To do —
Repeat the data in full. Every line must match.

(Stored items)
• • • • • • •

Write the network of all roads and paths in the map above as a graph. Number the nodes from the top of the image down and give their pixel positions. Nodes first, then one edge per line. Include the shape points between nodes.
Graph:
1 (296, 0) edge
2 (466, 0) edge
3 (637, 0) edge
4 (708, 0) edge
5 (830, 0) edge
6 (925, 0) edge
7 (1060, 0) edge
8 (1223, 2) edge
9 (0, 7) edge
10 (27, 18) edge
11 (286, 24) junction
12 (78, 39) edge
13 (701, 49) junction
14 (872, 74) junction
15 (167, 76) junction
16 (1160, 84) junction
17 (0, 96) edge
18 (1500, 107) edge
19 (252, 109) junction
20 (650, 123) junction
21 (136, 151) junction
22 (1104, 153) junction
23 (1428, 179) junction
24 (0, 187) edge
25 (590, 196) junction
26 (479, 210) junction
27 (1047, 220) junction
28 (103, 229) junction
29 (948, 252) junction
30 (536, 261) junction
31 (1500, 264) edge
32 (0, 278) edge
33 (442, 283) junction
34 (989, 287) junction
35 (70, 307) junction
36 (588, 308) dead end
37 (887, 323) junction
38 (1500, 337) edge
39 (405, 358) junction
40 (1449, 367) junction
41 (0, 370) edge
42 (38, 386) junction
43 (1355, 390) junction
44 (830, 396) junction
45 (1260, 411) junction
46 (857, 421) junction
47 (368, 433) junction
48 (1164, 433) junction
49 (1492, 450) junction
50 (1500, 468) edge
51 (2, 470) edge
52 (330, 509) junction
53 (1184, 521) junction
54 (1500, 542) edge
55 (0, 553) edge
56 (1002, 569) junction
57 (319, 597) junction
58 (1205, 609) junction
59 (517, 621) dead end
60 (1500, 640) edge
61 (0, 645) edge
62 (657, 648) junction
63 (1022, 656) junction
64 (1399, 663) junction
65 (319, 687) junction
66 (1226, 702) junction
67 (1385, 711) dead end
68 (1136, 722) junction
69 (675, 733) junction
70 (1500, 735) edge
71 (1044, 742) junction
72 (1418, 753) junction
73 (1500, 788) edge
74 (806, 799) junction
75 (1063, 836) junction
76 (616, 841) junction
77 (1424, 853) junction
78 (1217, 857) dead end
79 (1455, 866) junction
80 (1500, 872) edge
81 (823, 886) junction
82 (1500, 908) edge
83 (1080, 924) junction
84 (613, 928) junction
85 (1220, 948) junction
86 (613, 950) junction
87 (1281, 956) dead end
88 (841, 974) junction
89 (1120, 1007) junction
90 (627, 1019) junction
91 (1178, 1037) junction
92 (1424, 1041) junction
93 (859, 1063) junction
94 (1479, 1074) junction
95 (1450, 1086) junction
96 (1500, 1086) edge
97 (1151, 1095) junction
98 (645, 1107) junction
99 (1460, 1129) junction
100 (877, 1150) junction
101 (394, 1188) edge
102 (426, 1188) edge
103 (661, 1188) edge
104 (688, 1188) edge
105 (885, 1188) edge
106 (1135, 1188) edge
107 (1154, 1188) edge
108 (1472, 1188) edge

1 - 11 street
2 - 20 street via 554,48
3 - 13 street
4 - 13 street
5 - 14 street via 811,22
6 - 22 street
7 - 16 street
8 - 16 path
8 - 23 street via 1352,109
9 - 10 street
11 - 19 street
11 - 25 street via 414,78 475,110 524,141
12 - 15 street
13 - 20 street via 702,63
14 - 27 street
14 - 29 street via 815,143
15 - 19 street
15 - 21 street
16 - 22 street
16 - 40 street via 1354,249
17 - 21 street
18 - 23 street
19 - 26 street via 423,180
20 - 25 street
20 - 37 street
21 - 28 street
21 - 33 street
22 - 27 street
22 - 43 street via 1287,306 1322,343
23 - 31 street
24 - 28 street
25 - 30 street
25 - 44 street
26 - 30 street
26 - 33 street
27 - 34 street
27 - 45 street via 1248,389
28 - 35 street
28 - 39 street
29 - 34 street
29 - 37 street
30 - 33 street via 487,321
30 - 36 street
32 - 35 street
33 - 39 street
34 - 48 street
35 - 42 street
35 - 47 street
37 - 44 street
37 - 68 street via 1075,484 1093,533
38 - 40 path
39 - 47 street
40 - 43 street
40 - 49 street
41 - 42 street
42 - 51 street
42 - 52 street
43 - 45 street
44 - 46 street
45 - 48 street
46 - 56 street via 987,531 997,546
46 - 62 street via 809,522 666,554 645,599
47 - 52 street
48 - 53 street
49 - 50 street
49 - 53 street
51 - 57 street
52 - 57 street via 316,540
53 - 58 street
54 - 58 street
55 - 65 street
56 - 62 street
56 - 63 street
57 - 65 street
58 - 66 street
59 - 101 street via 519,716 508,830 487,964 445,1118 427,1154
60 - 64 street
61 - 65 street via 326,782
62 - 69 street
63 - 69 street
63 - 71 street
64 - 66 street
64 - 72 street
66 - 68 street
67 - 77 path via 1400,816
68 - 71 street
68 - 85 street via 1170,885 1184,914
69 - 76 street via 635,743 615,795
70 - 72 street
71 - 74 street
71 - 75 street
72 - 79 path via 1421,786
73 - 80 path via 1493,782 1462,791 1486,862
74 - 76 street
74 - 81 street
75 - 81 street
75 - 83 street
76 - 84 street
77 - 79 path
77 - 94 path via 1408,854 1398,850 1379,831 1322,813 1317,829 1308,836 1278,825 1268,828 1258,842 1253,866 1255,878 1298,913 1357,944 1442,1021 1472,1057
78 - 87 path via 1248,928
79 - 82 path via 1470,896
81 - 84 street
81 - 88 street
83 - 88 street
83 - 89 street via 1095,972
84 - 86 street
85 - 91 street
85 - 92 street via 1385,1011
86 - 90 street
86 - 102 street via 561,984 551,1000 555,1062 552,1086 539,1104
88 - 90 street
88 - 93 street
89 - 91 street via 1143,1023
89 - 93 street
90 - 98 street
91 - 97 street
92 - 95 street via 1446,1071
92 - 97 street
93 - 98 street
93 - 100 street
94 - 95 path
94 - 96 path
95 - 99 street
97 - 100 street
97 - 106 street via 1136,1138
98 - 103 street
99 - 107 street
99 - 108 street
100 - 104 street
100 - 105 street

• • • • • • •

Written reply —
Write the network of all roads and paths in the map above as a graph. Number the nodes from the top of the image down and give their pixel positions. Nodes first, then one edge per line. Include the shape points between nodes.
Graph:
1 (296, 0) edge
2 (466, 0) edge
3 (637, 0) edge
4 (708, 0) edge
5 (830, 0) edge
6 (925, 0) edge
7 (1060, 0) edge
8 (1223, 2) edge
9 (0, 7) edge
10 (27, 18) edge
11 (286, 24) junction
12 (78, 39) edge
13 (701, 49) junction
14 (872, 74) junction
15 (167, 76) junction
16 (1160, 84) junction
17 (0, 96) edge
18 (1500, 107) edge
19 (252, 109) junction
20 (650, 123) junction
21 (136, 151) junction
22 (1104, 153) junction
23 (1428, 179) junction
24 (0, 187) edge
25 (590, 196) junction
26 (479, 210) junction
27 (1047, 220) junction
28 (103, 229) junction
29 (948, 252) junction
30 (536, 261) junction
31 (1500, 264) edge
32 (0, 278) edge
33 (442, 283) junction
34 (989, 287) junction
35 (70, 307) junction
36 (588, 308) dead end
37 (887, 323) junction
38 (1500, 337) edge
39 (405, 358) junction
40 (1449, 367) junction
41 (0, 370) edge
42 (38, 386) junction
43 (1355, 390) junction
44 (830, 396) junction
45 (1260, 411) junction
46 (857, 421) junction
47 (368, 433) junction
48 (1164, 433) junction
49 (1492, 450) junction
50 (1500, 468) edge
51 (2, 470) edge
52 (330, 509) junction
53 (1184, 521) junction
54 (1500, 542) edge
55 (0, 553) edge
56 (1002, 569) junction
57 (319, 597) junction
58 (1205, 609) junction
59 (517, 621) dead end
60 (1500, 640) edge
61 (0, 645) edge
62 (657, 648) junction
63 (1022, 656) junction
64 (1399, 663) junction
65 (319, 687) junction
66 (1226, 702) junction
67 (1385, 711) dead end
68 (1136, 722) junction
69 (675, 733) junction
70 (1500, 735) edge
71 (1044, 742) junction
72 (1418, 753) junction
73 (1500, 788) edge
74 (806, 799) junction
75 (1063, 836) junction
76 (616, 841) junction
77 (1424, 853) junction
78 (1217, 857) dead end
79 (1455, 866) junction
80 (1500, 872) edge
81 (823, 886) junction
82 (1500, 908) edge
83 (1080, 924) junction
84 (613, 928) junction
85 (1220, 948) junction
86 (613, 950) junction
87 (1281, 956) dead end
88 (841, 974) junction
89 (1120, 1007) junction
90 (627, 1019) junction
91 (1178, 1037) junction
92 (1424, 1041) junction
93 (859, 1063) junction
94 (1479, 1074) junction
95 (1450, 1086) junction
96 (1500, 1086) edge
97 (1151, 1095) junction
98 (645, 1107) junction
99 (1460, 1129) junction
100 (877, 1150) junction
101 (394, 1188) edge
102 (426, 1188) edge
103 (661, 1188) edge
104 (688, 1188) edge
105 (885, 1188) edge
106 (1135, 1188) edge
107 (1154, 1188) edge
108 (1472, 1188) edge

1 - 11 street
2 - 20 street via 554,48
3 - 13 street
4 - 13 street
5 - 14 street via 811,22
6 - 22 street
7 - 16 street
8 - 16 path
8 - 23 street via 1352,109
9 - 10 street
11 - 19 street
11 - 25 street via 414,78 475,110 524,141
12 - 15 street
13 - 20 street via 702,63
14 - 27 street
14 - 29 street via 815,143
15 - 19 street
15 - 21 street
16 - 22 street
16 - 40 street via 1354,249
17 - 21 street
18 - 23 street
19 - 26 street via 423,180
20 - 25 street
20 - 37 street
21 - 28 street
21 - 33 street
22 - 27 street
22 - 43 street via 1287,306 1322,343
23 - 31 street
24 - 28 street
25 - 30 street
25 - 44 street
26 - 30 street
26 - 33 street
27 - 34 street
27 - 45 street via 1248,389
28 - 35 street
28 - 39 street
29 - 34 street
29 - 37 street
30 - 33 street via 487,321
30 - 36 street
32 - 35 street
33 - 39 street
34 - 48 street
35 - 42 street
35 - 47 street
37 - 44 street
37 - 68 street via 1075,484 1093,533
38 - 40 path
39 - 47 street
40 - 43 street
40 - 49 street
41 - 42 street
42 - 51 street
42 - 52 street
43 - 45 street
44 - 46 street
45 - 48 street
46 - 56 street via 987,531 997,546
46 - 62 street via 809,522 666,554 645,599
47 - 52 street
48 - 53 street
49 - 50 street
49 - 53 street
51 - 57 street
52 - 57 street via 316,540
53 - 58 street
54 - 58 street
55 - 65 street
56 - 62 street
56 - 63 street
57 - 65 street
58 - 66 street
59 - 101 street via 519,716 508,830 487,964 445,1118 427,1154
60 - 64 street
61 - 65 street via 326,782
62 - 69 street
63 - 69 street
63 - 71 street
64 - 66 street
64 - 72 street
66 - 68 street
67 - 77 path via 1400,816
68 - 71 street
68 - 85 street via 1170,885 1184,914
69 - 76 street via 635,743 615,795
70 - 72 street
71 - 74 street
71 - 75 street
72 - 79 path via 1421,786
73 - 80 path via 1493,782 1462,791 1486,862
74 - 76 street
74 - 81 street
75 - 81 street
75 - 83 street
76 - 84 street
77 - 79 path
77 - 94 path via 1408,854 1398,850 1379,831 1322,813 1317,829 1308,836 1278,825 1268,828 1258,842 1253,866 1255,878 1298,913 1357,944 1442,1021 1472,1057
78 - 87 path via 1248,928
79 - 82 path via 1470,896
81 - 84 street
81 - 88 street
83 - 88 street
83 - 89 street via 1095,972
84 - 86 street
85 - 91 street
85 - 92 street via 1385,1011
86 - 90 street
86 - 102 street via 561,984 551,1000 555,1062 552,1086 539,1104
88 - 90 street
88 - 93 street
89 - 91 street via 1143,1023
89 - 93 street
90 - 98 street
91 - 97 street
92 - 95 street via 1446,1071
92 - 97 street
93 - 98 street
93 - 100 street
94 - 95 path
94 - 96 path
95 - 99 street
97 - 100 street
97 - 106 street via 1136,1138
98 - 103 street
99 - 107 street
99 - 108 street
100 - 104 street
100 - 105 street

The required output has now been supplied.